(Material supplied begins)

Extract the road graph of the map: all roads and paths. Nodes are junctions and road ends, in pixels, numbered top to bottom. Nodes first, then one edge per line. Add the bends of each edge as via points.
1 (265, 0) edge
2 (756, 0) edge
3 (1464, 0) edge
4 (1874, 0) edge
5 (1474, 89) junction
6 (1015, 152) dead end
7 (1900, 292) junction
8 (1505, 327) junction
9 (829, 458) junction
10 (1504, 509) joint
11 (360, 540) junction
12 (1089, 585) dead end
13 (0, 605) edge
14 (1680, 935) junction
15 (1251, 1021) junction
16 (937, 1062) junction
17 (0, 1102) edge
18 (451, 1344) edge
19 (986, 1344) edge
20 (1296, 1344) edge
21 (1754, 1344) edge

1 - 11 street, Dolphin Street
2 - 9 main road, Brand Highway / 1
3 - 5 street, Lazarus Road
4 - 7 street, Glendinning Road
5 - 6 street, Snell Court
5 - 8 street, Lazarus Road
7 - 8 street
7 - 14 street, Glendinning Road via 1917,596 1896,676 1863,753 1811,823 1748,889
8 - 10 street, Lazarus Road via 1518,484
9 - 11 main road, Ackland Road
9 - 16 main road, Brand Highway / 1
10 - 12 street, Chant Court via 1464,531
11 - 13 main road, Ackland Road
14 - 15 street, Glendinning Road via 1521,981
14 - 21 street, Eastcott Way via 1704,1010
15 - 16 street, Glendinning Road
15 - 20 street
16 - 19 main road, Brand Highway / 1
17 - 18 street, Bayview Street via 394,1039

(Material supplied ends)

■ What the task asks ■
Restate the whole listing exactly.

■ Task result ■
Extract the road graph of the map: all roads and paths. Nodes are junctions and road ends, in pixels, numbered top to bottom. Nodes first, then one edge per line. Add the bends of each edge as via points.
1 (265, 0) edge
2 (756, 0) edge
3 (1464, 0) edge
4 (1874, 0) edge
5 (1474, 89) junction
6 (1015, 152) dead end
7 (1900, 292) junction
8 (1505, 327) junction
9 (829, 458) junction
10 (1504, 509) joint
11 (360, 540) junction
12 (1089, 585) dead end
13 (0, 605) edge
14 (1680, 935) junction
15 (1251, 1021) junction
16 (937, 1062) junction
17 (0, 1102) edge
18 (451, 1344) edge
19 (986, 1344) edge
20 (1296, 1344) edge
21 (1754, 1344) edge

1 - 11 street, Dolphin Street
2 - 9 main road, Brand Highway / 1
3 - 5 street, Lazarus Road
4 - 7 street, Glendinning Road
5 - 6 street, Snell Court
5 - 8 street, Lazarus Road
7 - 8 street
7 - 14 street, Glendinning Road via 1917,596 1896,676 1863,753 1811,823 1748,889
8 - 10 street, Lazarus Road via 1518,484
9 - 11 main road, Ackland Road
9 - 16 main road, Brand Highway / 1
10 - 12 street, Chant Court via 1464,531
11 - 13 main road, Ackland Road
14 - 15 street, Glendinning Road via 1521,981
14 - 21 street, Eastcott Way via 1704,1010
15 - 16 street, Glendinning Road
15 - 20 street
16 - 19 main road, Brand Highway / 1
17 - 18 street, Bayview Street via 394,1039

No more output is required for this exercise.